● **Activity**
What lines in the following entries hold the word "dead"? Copy each one.

● **Working data**
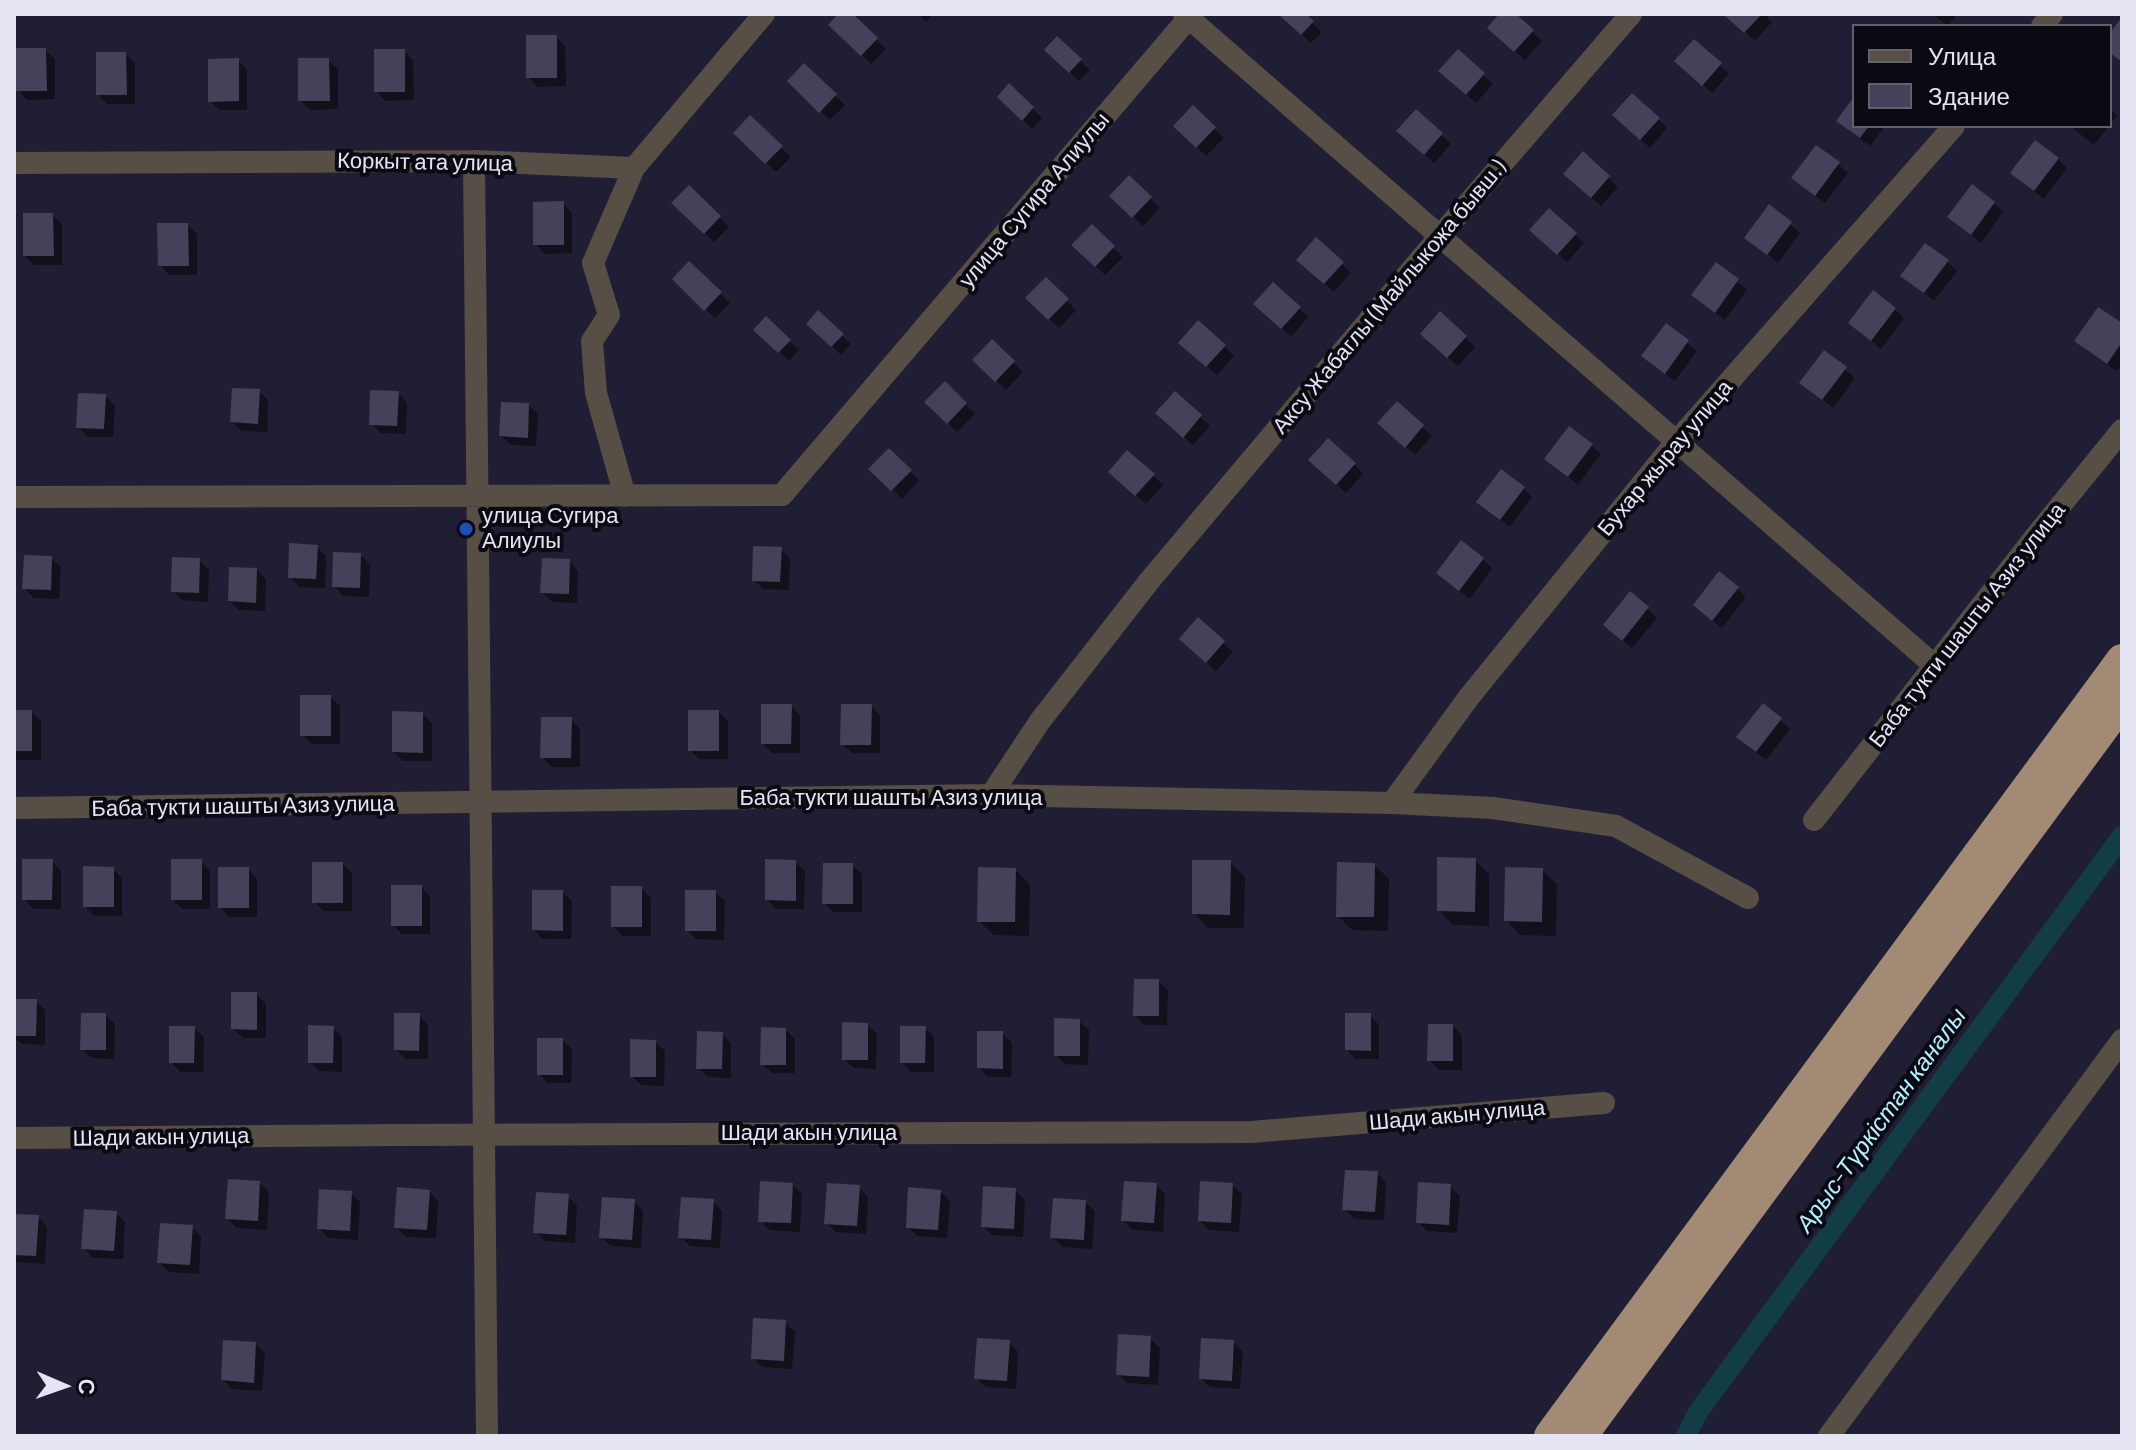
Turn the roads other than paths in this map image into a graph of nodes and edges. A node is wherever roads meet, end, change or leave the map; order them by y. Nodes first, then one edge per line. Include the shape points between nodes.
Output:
1 (764, 14) edge
2 (1631, 14) edge
3 (1188, 15) edge
4 (1952, 128) edge
5 (474, 161) junction
6 (14, 163) edge
7 (634, 168) junction
8 (1440, 236) junction
9 (2122, 430) edge
10 (1676, 442) junction
11 (478, 496) junction
12 (625, 496) junction
13 (14, 497) edge
14 (2122, 660) edge
15 (1935, 666) junction
16 (2122, 702) edge
17 (991, 795) junction
18 (481, 803) junction
19 (1392, 803) junction
20 (14, 808) edge
21 (1814, 820) dead end
22 (1748, 898) dead end
23 (2122, 1040) edge
24 (1604, 1103) dead end
25 (484, 1134) junction
26 (14, 1138) edge
27 (487, 1436) edge
28 (1550, 1436) edge
29 (1581, 1436) edge
30 (1829, 1436) edge

1 - 7 street
2 - 8 street, Аксу Жабаглы (Майлыкожа бывш.)
3 - 8 street
3 - 12 street, улица Сугира Алиулы via 782,495
4 - 10 street, Бухар жырау улица
5 - 6 street, Коркыт ата улица
5 - 7 street, Коркыт ата улица
5 - 11 street
7 - 12 street via 593,263 609,315 592,341 596,393
8 - 10 street
8 - 17 street, Аксу Жабаглы (Майлыкожа бывш.) via 1150,580 1040,721
9 - 15 street, Баба тукти шашты Азиз улица
10 - 15 street
10 - 19 street, Бухар жырау улица via 1469,697
11 - 12 street, улица Сугира Алиулы
11 - 13 street, улица Сугира Алиулы
11 - 18 street
14 - 28 highway
15 - 21 street, Баба тукти шашты Азиз улица
16 - 29 highway
17 - 18 street, Баба тукти шашты Азиз улица
17 - 19 street, Баба тукти шашты Азиз улица
18 - 20 street, Баба тукти шашты Азиз улица
18 - 25 street
19 - 22 street, Баба тукти шашты Азиз улица via 1493,808 1616,826
23 - 30 street
24 - 25 street, Шади акын улица via 1251,1132
25 - 26 street, Шади акын улица
25 - 27 street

● **Exercise solution**
21 (1814, 820) dead end
22 (1748, 898) dead end
24 (1604, 1103) dead end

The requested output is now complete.